== Records to use

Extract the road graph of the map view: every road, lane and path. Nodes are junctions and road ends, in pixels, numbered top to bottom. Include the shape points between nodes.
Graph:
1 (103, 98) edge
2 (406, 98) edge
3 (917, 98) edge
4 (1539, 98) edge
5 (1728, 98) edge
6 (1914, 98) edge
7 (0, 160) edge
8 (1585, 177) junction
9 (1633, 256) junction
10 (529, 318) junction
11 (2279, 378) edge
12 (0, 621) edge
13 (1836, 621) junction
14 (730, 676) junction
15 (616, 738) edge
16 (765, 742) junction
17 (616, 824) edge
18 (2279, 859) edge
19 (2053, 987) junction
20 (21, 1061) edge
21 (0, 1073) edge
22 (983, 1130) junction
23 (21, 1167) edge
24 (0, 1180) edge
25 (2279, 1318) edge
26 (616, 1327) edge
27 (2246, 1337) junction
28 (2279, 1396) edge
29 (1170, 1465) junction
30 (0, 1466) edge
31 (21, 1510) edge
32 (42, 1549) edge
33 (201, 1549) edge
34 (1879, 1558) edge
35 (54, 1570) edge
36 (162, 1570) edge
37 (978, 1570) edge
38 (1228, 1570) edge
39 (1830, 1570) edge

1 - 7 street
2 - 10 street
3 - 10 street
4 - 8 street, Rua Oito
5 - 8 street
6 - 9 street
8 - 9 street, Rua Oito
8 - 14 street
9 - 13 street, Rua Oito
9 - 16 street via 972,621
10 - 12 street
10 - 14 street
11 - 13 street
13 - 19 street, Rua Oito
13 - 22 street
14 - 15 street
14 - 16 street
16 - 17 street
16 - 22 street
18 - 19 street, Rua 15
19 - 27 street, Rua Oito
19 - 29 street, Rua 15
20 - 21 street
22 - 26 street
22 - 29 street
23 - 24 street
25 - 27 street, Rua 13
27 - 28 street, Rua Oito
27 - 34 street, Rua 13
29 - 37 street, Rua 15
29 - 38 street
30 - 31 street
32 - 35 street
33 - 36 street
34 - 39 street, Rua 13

====

# Task details:
Throughout the data above, find each line that includes the string "Oito"; state only how many there are.

# Reply to the exercise:
6